A better plan would have reconnected communities, not divided them, said Pearlstein.

“We need … a good plan that puts the movement of people and goods ahead of the movement of personal vehicles, and that does it in a way that does not divide communities,” he said. 

Brooklyn Heights Association Executive Director Lara Birnback told Streetsblog six months ago that her group did not support the DOT plan. This week, she cited the DOT's failure to get local buy-in as the reason for the federal rejection (though federal authorities declined to comment).

“I do think one of the factors undoubtedly was the level of non-support from the community around this plan,” Birnback told amNY.

DOT claims the rejection won't affect the city’s timeline for repairs, and that it’s common for funding requests to get denied before ultimately getting approval, citing both projects on Jerome Avenue and Governors Island

“We are committed to delivering a long-term fix for the city-owned portion of the BQE while developing projects to reconnect communities along the highway’s entire corridor in Brooklyn," said Mona Bruno, a spokesperson for the agency. "This is only the beginning."

But Jon Orcutt, a former city transportation official, isn’t buying it. 

“It will certainly stretch out the timeline for what they want to do,” he said, adding that the plan itself is completely “off-base” because it’s just repeating the past rather than rebuilding for the future. 

“We should be developing a joint city-state approach to this and making it more 21st century.
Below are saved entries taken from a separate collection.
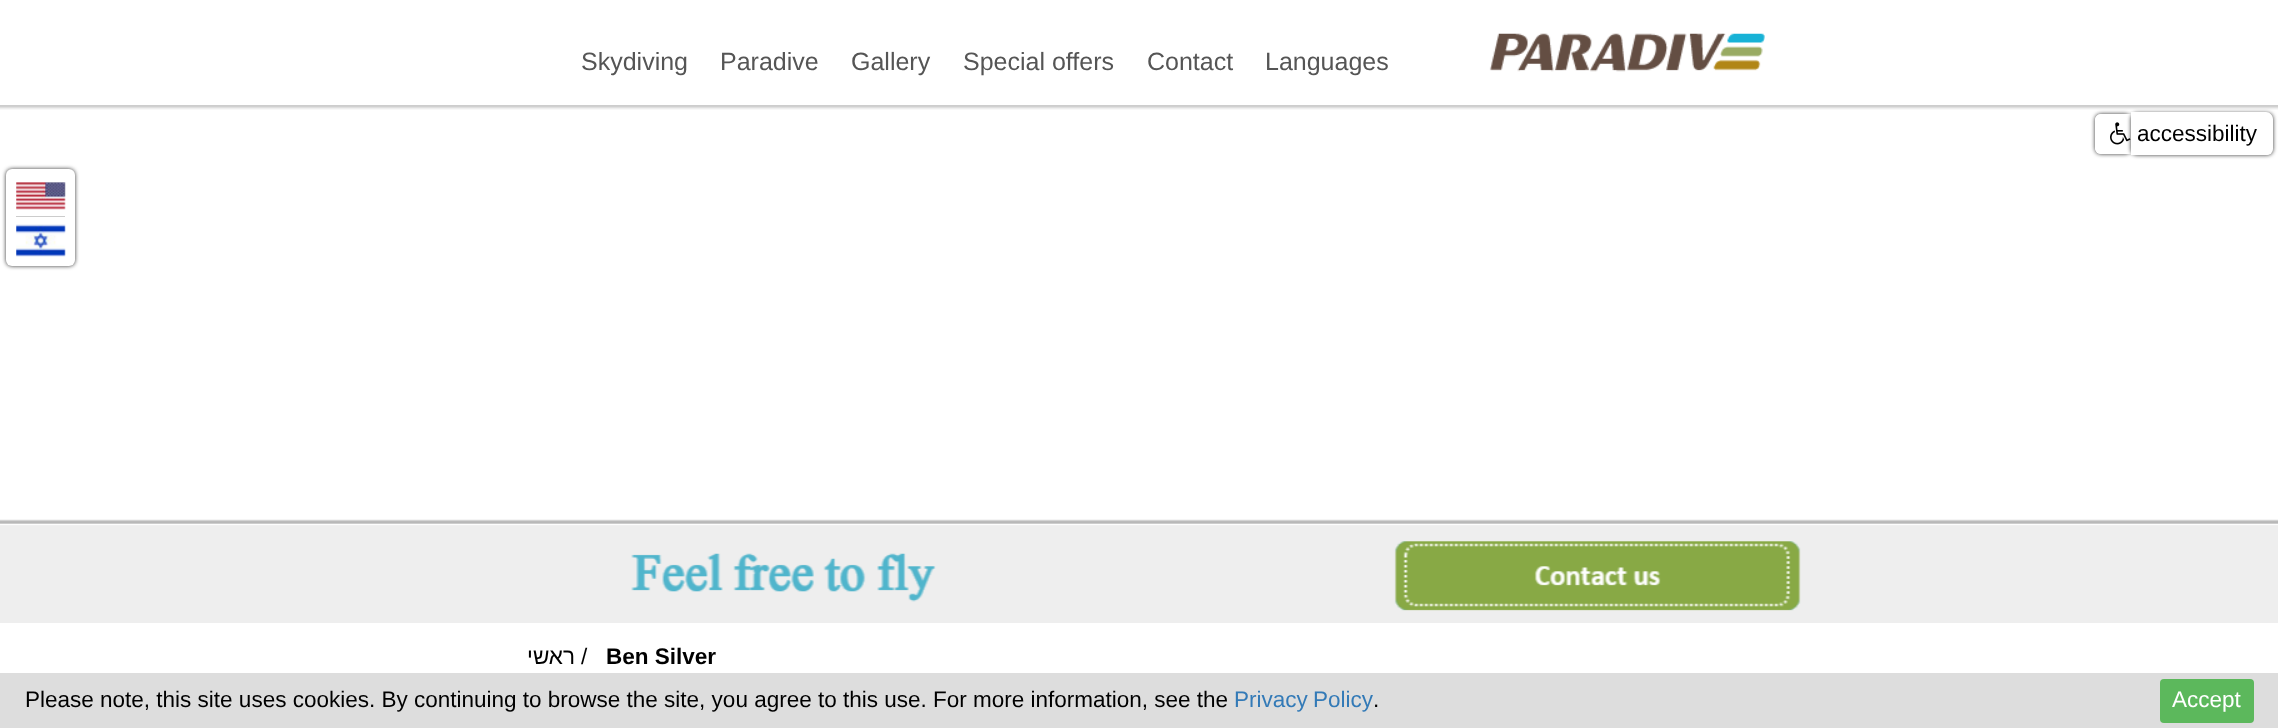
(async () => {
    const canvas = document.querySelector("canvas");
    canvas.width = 2278;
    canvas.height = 728;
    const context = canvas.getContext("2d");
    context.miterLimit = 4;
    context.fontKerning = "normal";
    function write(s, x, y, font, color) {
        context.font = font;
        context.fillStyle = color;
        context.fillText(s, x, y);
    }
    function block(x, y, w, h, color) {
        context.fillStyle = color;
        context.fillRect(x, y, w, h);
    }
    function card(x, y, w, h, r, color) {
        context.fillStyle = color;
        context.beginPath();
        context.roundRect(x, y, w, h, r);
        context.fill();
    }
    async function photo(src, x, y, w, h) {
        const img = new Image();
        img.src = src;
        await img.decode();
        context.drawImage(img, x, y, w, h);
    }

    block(0, 0, 2278, 728, "rgb(255, 255, 255)");
    await photo("media/1.png", 0, 105, 2278, 5);
    write("Skydiving", 581, 70, "25px Liberation Sans", "rgb(85, 85, 85)");
    write("Paradive", 720, 70, "25px Liberation Sans", "rgb(85, 85, 85)");
    write("Gallery", 851, 70, "25px Liberation Sans", "rgb(85, 85, 85)");
    write("Special offers", 963, 70, "25px Liberation Sans", "rgb(85, 85, 85)");
    write("Contact", 1147, 70, "25px Liberation Sans", "rgb(85, 85, 85)");
    write("Languages", 1265, 70, "25px Liberation Sans", "rgb(85, 85, 85)");
    await photo("media/2.png", 1489, 33, 276, 39);
    await photo("media/3.png", 0, 519, 2278, 104);
    context.direction = "rtl";
    write("ראשי", 575, 664, "22.5px Liberation Sans", "rgb(0, 0, 0)");
    context.direction = "ltr";
    write("/", 581, 664, "22.5px Liberation Sans", "rgb(0, 0, 0)");
    write("Ben Silver", 606, 664, "bold 22.5px Liberation Sans", "rgb(0, 0, 0)");
    context.fillStyle = "rgb(51, 51, 51)";
    context.filter = "blur(2px)";
    context.beginPath();
    context.roundRect(2095, 114, 36, 40, 6);
    context.fill();
    context.filter = "none";
    context.fillStyle = "rgb(255, 255, 255)";
    context.beginPath();
    context.roundRect(2095, 114, 36, 40, [6, 0, 0, 6]);
    context.fill();
    context.beginPath();
    context.moveTo(2101, 114);
    context.lineTo(2131, 114);
    context.lineTo(2131, 154);
    context.lineTo(2101, 154);
    context.bezierCurveTo(2098, 154, 2095, 151, 2095, 148);
    context.lineTo(2095, 120);
    context.bezierCurveTo(2095, 117, 2098, 114, 2101, 114);
    context.closePath();
    context.moveTo(2101, 116);
    context.lineTo(2131, 116);
    context.lineTo(2131, 151);
    context.lineTo(2101, 151);
    context.bezierCurveTo(2099, 151, 2098, 150, 2098, 148);
    context.lineTo(2098, 120);
    context.bezierCurveTo(2098, 118, 2099, 116, 2101, 116);
    context.closePath();
    context.fill("evenodd");
    context.fillStyle = "rgb(51, 51, 51)";
    context.filter = "blur(2px)";
    context.beginPath();
    context.roundRect(2131, 113, 142, 42, 6);
    context.fill();
    context.filter = "none";
    context.fillStyle = "rgb(255, 255, 255)";
    context.beginPath();
    context.roundRect(2131, 113, 142, 42, [0, 6, 6, 0]);
    context.fill();
    context.beginPath();
    context.moveTo(2131, 112);
    context.lineTo(2266, 112);
    context.bezierCurveTo(2270, 112, 2272, 115, 2272, 119);
    context.lineTo(2272, 149);
    context.bezierCurveTo(2272, 152, 2270, 155, 2266, 155);
    context.lineTo(2131, 155);
    context.closePath();
    context.moveTo(2131, 115);
    context.lineTo(2266, 115);
    context.bezierCurveTo(2268, 115, 2270, 117, 2270, 119);
    context.lineTo(2270, 149);
    context.bezierCurveTo(2270, 151, 2268, 152, 2266, 152);
    context.lineTo(2131, 152);
    context.closePath();
    context.fill("evenodd");
    await photo("media/4.png", 2110, 122, 21, 23);
    write("accessibility", 2137, 141, "22.5px Liberation Sans", "rgb(0, 0, 0)");
    context.fillStyle = "rgb(51, 51, 51)";
    context.filter = "blur(2px)";
    context.beginPath();
    context.roundRect(6, 169, 69, 97, 6);
    context.fill();
    context.filter = "none";
    card(6, 169, 69, 97, 6, "rgb(255, 255, 255)");
    block(16, 216, 49, 1, "rgb(204, 204, 204)");
    await photo("media/5.png", 16, 182, 50, 28);
    await photo("media/6.png", 16, 224, 50, 33);
    block(0, 673, 2278, 55, "rgb(221, 221, 221)");
    write("Please note, this site uses cookies. By continuing to browse the site, you agree to this use. For more information, see the", 25, 707, "22.5px Liberation Sans", "rgb(0, 0, 0)");
    context.wordSpacing = "-1px";
    write("Privacy Policy", 1234, 707, "22.5px Liberation Sans", "rgb(51, 122, 183)");
    context.wordSpacing = "0px";
    write(".", 1373, 707, "22.5px Liberation Sans", "rgb(0, 0, 0)");
    card(2160, 679, 94, 44, 4, "rgb(92, 184, 92)");
    write("Accept", 2172, 707, "22.5px Liberation Sans", "rgb(255, 255, 255)");
})();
It's good news because it’s a bad project,” he said.

The DOT says it will likely use feedback from the Federal Highway Administration to reapply for the grant. But without the Biden bucks, the project is likely dead, said Brooklyn Heights Council Member Lincoln Restler.

"This is a massive, multi-billion dollar infrastructure project, so federal support will ultimately be necessary to move this forward," he said. "It's inconceivable without it."